Intel(R) Extension for Scikit-learn is a seamless way to speed up your Scikit-learn application. The acceleration is achieved through the use of the Intel(R) oneAPI Data Analytics Library ([oneDAL](https://github.com/oneapi-src/oneDAL)). Patching scikit-learn makes it a well-suited machine learning framework for dealing with real-life problems.

⚠️Intel(R) Extension for Scikit-learn contains scikit-learn patching functionality that was originally available in [**daal4py**](https://github.com/intel/scikit-learn-intelex/tree/master/daal4py) package. All future updates for the patches will be available only in Intel(R) Extension for Scikit-learn. We recommend you to use scikit-learn-intelex package instead of daal4py.
You can learn more about daal4py in [daal4py documentation](https://intelpython.github.io/daal4py).

Running the latest scikit-learn test suite with Intel(R) Extension for Scikit-learn: [![CircleCI](https://circleci.com/gh/intel/scikit-learn-intelex.svg?style=svg)](https://circleci.com/gh/intel/scikit-learn-intelex)

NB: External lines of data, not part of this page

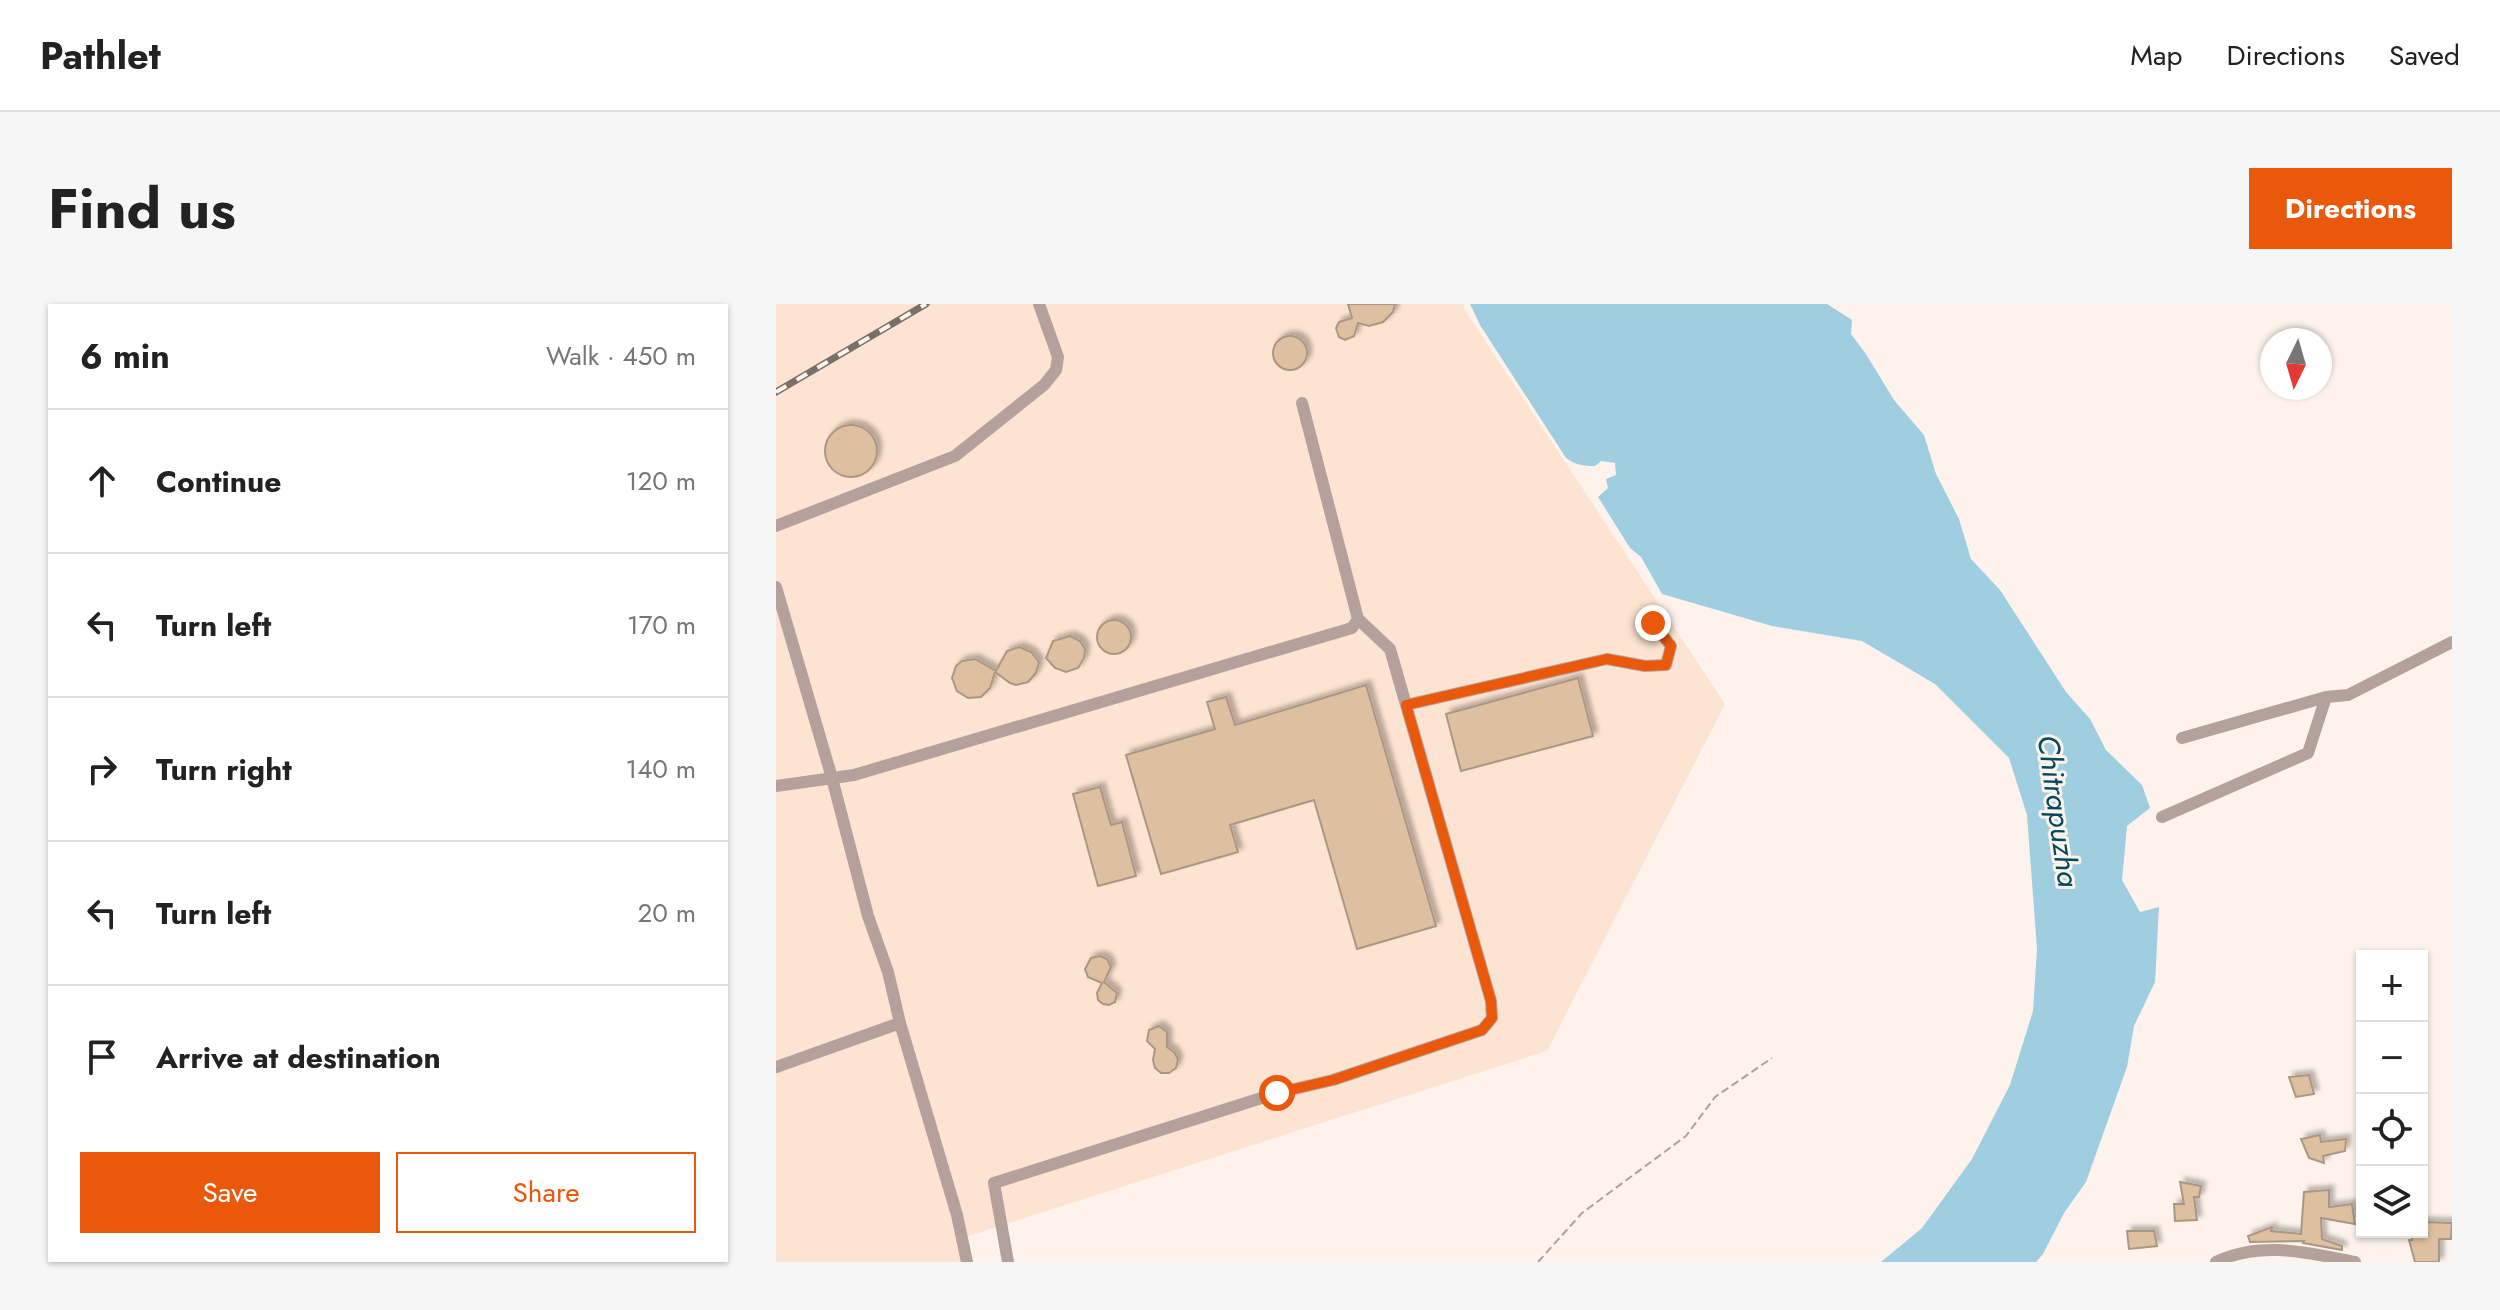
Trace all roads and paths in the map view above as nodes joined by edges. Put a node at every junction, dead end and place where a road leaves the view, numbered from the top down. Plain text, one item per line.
1 (1039, 304) edge
2 (1302, 403) dead end
3 (776, 526) edge
4 (776, 587) edge
5 (1358, 619) junction
6 (1653, 623) dead end
7 (2452, 642) edge
8 (2326, 697) junction
9 (1406, 705) junction
10 (2182, 738) dead end
11 (832, 778) junction
12 (776, 786) edge
13 (2162, 817) dead end
14 (900, 1023) junction
15 (1772, 1058) dead end
16 (776, 1067) edge
17 (2225, 1260) edge
18 (967, 1262) edge
19 (1008, 1262) edge
20 (1538, 1262) edge
21 (2355, 1262) edge

1 - 3 street
2 - 5 street
4 - 11 street
5 - 9 street
5 - 11 street
6 - 9 street
7 - 8 street
8 - 10 street
8 - 13 street
9 - 19 street
11 - 12 street
11 - 14 street
14 - 16 street
14 - 18 street
15 - 20 path
17 - 21 street

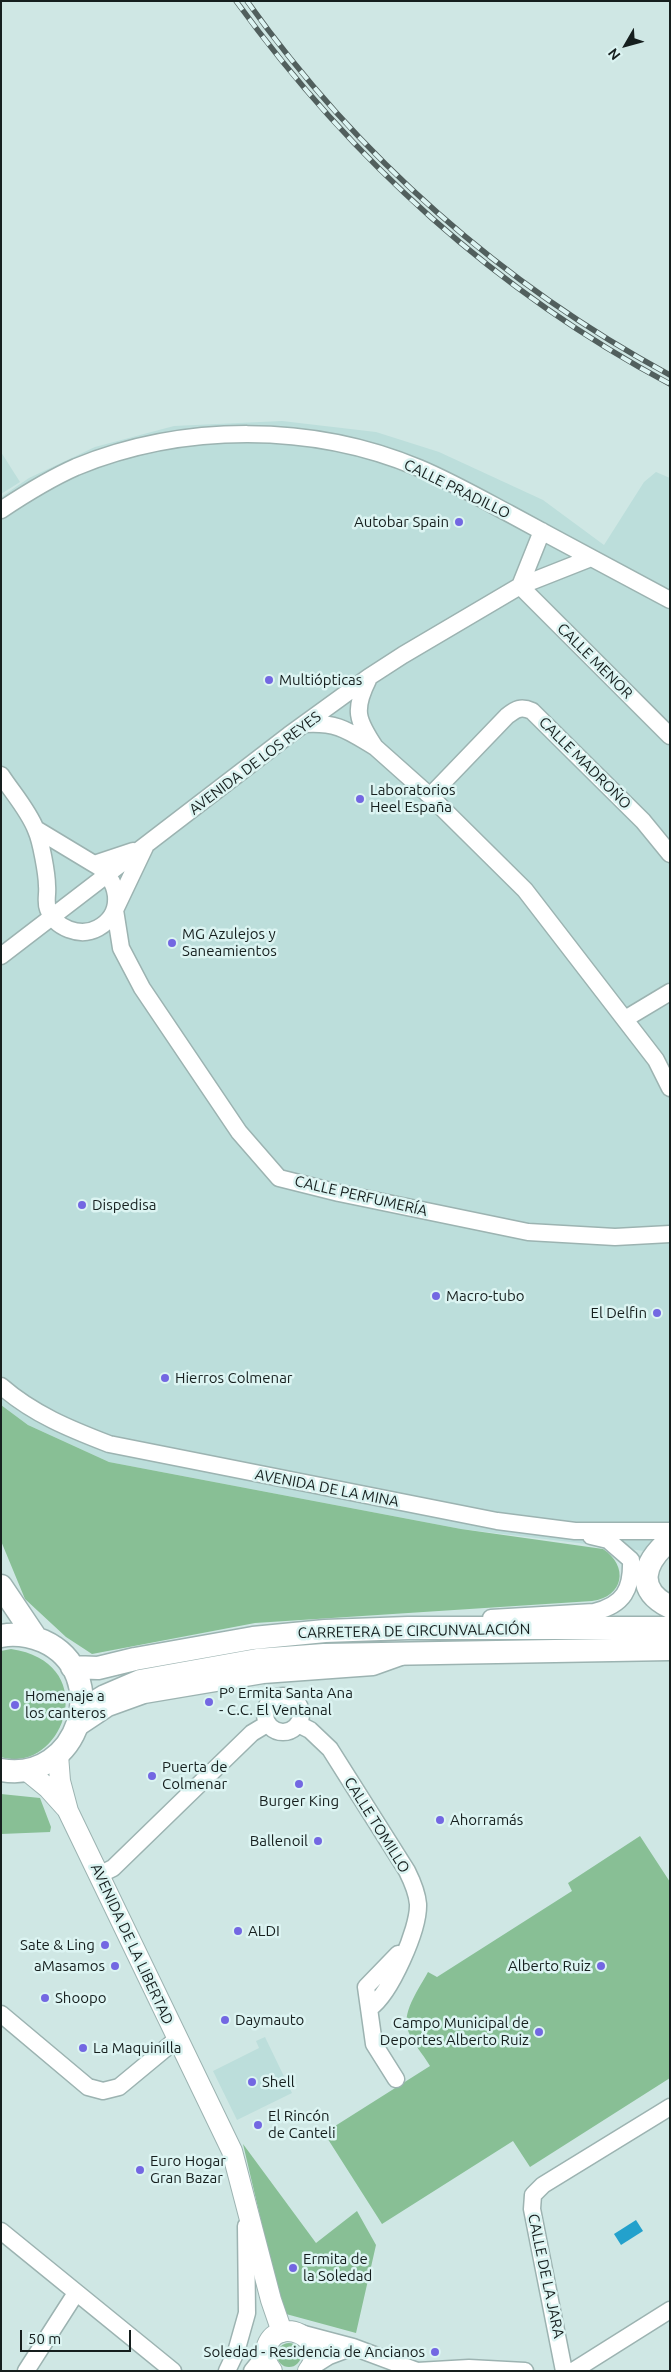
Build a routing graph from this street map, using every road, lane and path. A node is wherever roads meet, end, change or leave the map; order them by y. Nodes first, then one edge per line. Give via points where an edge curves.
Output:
1 (1, 510) edge
2 (542, 531) junction
3 (591, 558) junction
4 (520, 586) junction
5 (670, 600) edge
6 (369, 677) junction
7 (305, 724) junction
8 (670, 736) edge
9 (375, 747) junction
10 (1, 775) edge
11 (430, 796) junction
12 (36, 830) junction
13 (145, 847) junction
14 (670, 854) edge
15 (94, 864) junction
16 (109, 874) junction
17 (114, 910) junction
18 (52, 917) junction
19 (72, 931) junction
20 (25, 938) junction
21 (1, 956) edge
22 (670, 992) edge
23 (626, 1019) junction
24 (670, 1088) edge
25 (670, 1234) edge
26 (1, 1386) edge
27 (575, 1531) junction
28 (670, 1531) edge
29 (640, 1532) junction
30 (670, 1540) edge
31 (639, 1563) junction
32 (1, 1586) edge
33 (670, 1607) edge
34 (670, 1628) edge
35 (435, 1629) junction
36 (1, 1636) edge
37 (36, 1638) junction
38 (670, 1649) edge
39 (72, 1667) junction
40 (80, 1719) junction
41 (267, 1724) junction
42 (298, 1724) junction
43 (58, 1755) junction
44 (1, 1770) edge
45 (26, 1770) junction
46 (68, 1811) junction
47 (99, 1875) junction
48 (1, 2014) edge
49 (177, 2039) junction
50 (396, 2079) dead end
51 (670, 2107) edge
52 (245, 2204) junction
53 (1, 2231) edge
54 (76, 2293) junction
55 (670, 2310) edge
56 (291, 2332) junction
57 (352, 2347) junction
58 (371, 2353) junction
59 (269, 2363) edge
60 (466, 2369) edge
61 (309, 2370) edge
62 (26, 2371) edge
63 (173, 2371) edge
64 (227, 2371) edge
65 (252, 2371) edge
66 (382, 2371) edge
67 (525, 2371) edge
68 (564, 2371) edge
69 (573, 2371) edge

1 - 2 street, CALLE PRADILLO via 38,486 77,467 131,450 200,436 245,434 293,436 356,446 388,456 451,483
2 - 3 street, CALLE PRADILLO
2 - 4 street
3 - 4 street, AVENIDA DE LOS REYES
3 - 5 street
4 - 6 street, AVENIDA DE LOS REYES
4 - 8 street, CALLE MENOR
6 - 7 street, AVENIDA DE LOS REYES
6 - 9 street via 359,698 360,724
7 - 9 street via 326,723 344,729
7 - 13 street, AVENIDA DE LOS REYES
9 - 11 street
10 - 12 street
11 - 14 street, CALLE MADROÑO via 507,716 516,709 524,708 532,711 643,821
11 - 23 street via 525,890
12 - 15 street
12 - 18 street
13 - 15 street
13 - 16 street, AVENIDA DE LOS REYES
13 - 17 street
15 - 16 street
16 - 17 street, CALLE PERFUMERÍA via 116,888
16 - 18 street, AVENIDA DE LOS REYES
17 - 19 street via 97,929
17 - 25 street, CALLE PERFUMERÍA via 121,948 142,988 239,1132 279,1178 528,1232 615,1237
18 - 19 street
18 - 20 street, AVENIDA DE LOS REYES
19 - 20 street
20 - 21 street, AVENIDA DE LOS REYES
22 - 23 street
23 - 24 street via 656,1060
26 - 27 street, AVENIDA DE LA MINA via 59,1426 109,1444 497,1522
27 - 29 street, AVENIDA DE LA MINA
27 - 31 street via 608,1540
28 - 29 street, AVENIDA DE LA MINA
29 - 31 street via 645,1542
30 - 31 main road
31 - 33 main road via 653,1595
31 - 35 street via 627,1591 606,1609 491,1618
32 - 37 main road
34 - 35 main road, CARRETERA DE CIRCUNVALACIÓN
35 - 39 main road, CARRETERA DE CIRCUNVALACIÓN via 325,1631 253,1638 98,1668
36 - 37 main road
37 - 39 main road via 56,1650
38 - 40 main road, CARRETERA DE CIRCUNVALACIÓN via 324,1655 257,1660 140,1681 105,1696
39 - 40 main road via 82,1695
40 - 43 main road via 73,1738
41 - 42 street via 279,1732 293,1729
41 - 42 street via 264,1717 268,1703 280,1695 288,1696 299,1705
41 - 47 street via 252,1733 113,1868
42 - 50 street, CALLE TOMILLO via 310,1730 330,1749 407,1871 415,1891 417,1923 408,1943 366,1987 374,2044
43 - 45 main road
43 - 46 street, AVENIDA DE LA LIBERTAD via 60,1781
44 - 45 main road
45 - 46 street, AVENIDA DE LA LIBERTAD
46 - 47 street, AVENIDA DE LA LIBERTAD
47 - 49 street, AVENIDA DE LA LIBERTAD
48 - 49 street via 88,2087 103,2091 119,2087
49 - 52 street, AVENIDA DE LA LIBERTAD via 232,2151
51 - 68 street, CALLE DE LA JARA via 543,2185 533,2195 532,2209
52 - 56 street, AVENIDA DE LA LIBERTAD via 271,2300
52 - 64 street via 247,2312
53 - 54 street
54 - 62 street
54 - 63 street
55 - 69 street
56 - 57 street
56 - 59 street via 272,2338
56 - 61 street, AVENIDA DE LA LIBERTAD via 308,2339 313,2348 314,2359
57 - 58 street
57 - 61 street via 329,2356
58 - 60 street via 417,2371
58 - 66 street
59 - 65 street
60 - 67 street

Intel(R) Extension for Scikit-learn* is part of [oneAPI](https://oneapi.io).

## 👀 Follow us on Medium

We publish blogs on Medium, so [follow us](https://medium.com/intel-analytics-software/tagged/machine-learning) to learn tips and tricks for more efficient data analysis with the help of Intel(R) Extension for Scikit-learn. Here are our latest blogs:

- [Save Time and Money with Intel Extension for Scikit-learn](https://medium.com/intel-analytics-software/save-time-and-money-with-intel-extension-for-scikit-learn-33627425ae4)
- [Superior Machine Learning Performance on the Latest Intel Xeon Scalable Processors](https://medium.com/intel-analytics-software/superior-machine-learning-performance-on-the-latest-intel-xeon-scalable-processor-efdec279f5a3)
- [Leverage Intel Optimizations in Scikit-Learn](https://medium.com/intel-analytics-software/leverage-intel-optimizations-in-scikit-learn-f562cb9d5544)
- [Intel Gives Scikit-Learn the Performance Boost Data Scientists Need](https://medium.com/intel-analytics-software/intel-gives-scikit-learn-the-performance-boost-data-scientists-need-42eb47c80b18)
- [From Hours to Minutes: 600x Faster SVM](https://medium.com/intel-analytics-software/from-hours-to-minutes-600x-faster-svm-647f904c31ae)
- [Improve the Performance of XGBoost and LightGBM Inference](https://medium.com/intel-analytics-software/improving-the-performance-of-xgboost-and-lightgbm-inference-3b542c03447e)
- [Accelerate Kaggle Challenges Using Intel AI Analytics Toolkit](https://medium.com/intel-analytics-software/accelerate-kaggle-challenges-using-intel-ai-analytics-toolkit-beb148f66d5a)
- [Accelerate Your scikit-learn Applications](https://medium.com/intel-analytics-software/improving-the-performance-of-xgboost-and-lightgbm-inference-3b542c03447e)
- [Accelerate Linear Models for Machine Learning](https://medium.com/intel-analytics-software/accelerating-linear-models-for-machine-learning-5a75ff50a0fe)
- [Accelerate K-Means Clustering](https://medium.com/intel-analytics-software/accelerate-k-means-clustering-6385088788a1)

## 🔗 Important links
- [Notebook examples](https://github.com/intel/scikit-learn-intelex/tree/master/examples/notebooks)
- [Documentation](https://intel.github.io/scikit-learn-intelex/)
- [scikit-learn API and patching](https://intel.github.io/scikit-learn-intelex/)
- [Benchmark code](https://github.com/IntelPython/scikit-learn_bench)
- [Building from Sources](https://github.com/intel/scikit-learn-intelex/blob/master/INSTALL.md)
- [About Intel(R) oneAPI Data Analytics Library](https://github.com/oneapi-src/oneDAL)
- [About Intel(R) daal4py](https://github.com/intel/scikit-learn-intelex/tree/master/daal4py)

## 💬 Support

Report issues, ask questions, and provide suggestions using:

- [GitHub Issues](https://github.com/intel/scikit-learn-intelex/issues)
- [GitHub Discussions](https://github.com/intel/scikit-learn-intelex/discussions)
- [Forum](https://community.intel.com/t5/Intel-Distribution-for-Python/bd-p/distribution-python)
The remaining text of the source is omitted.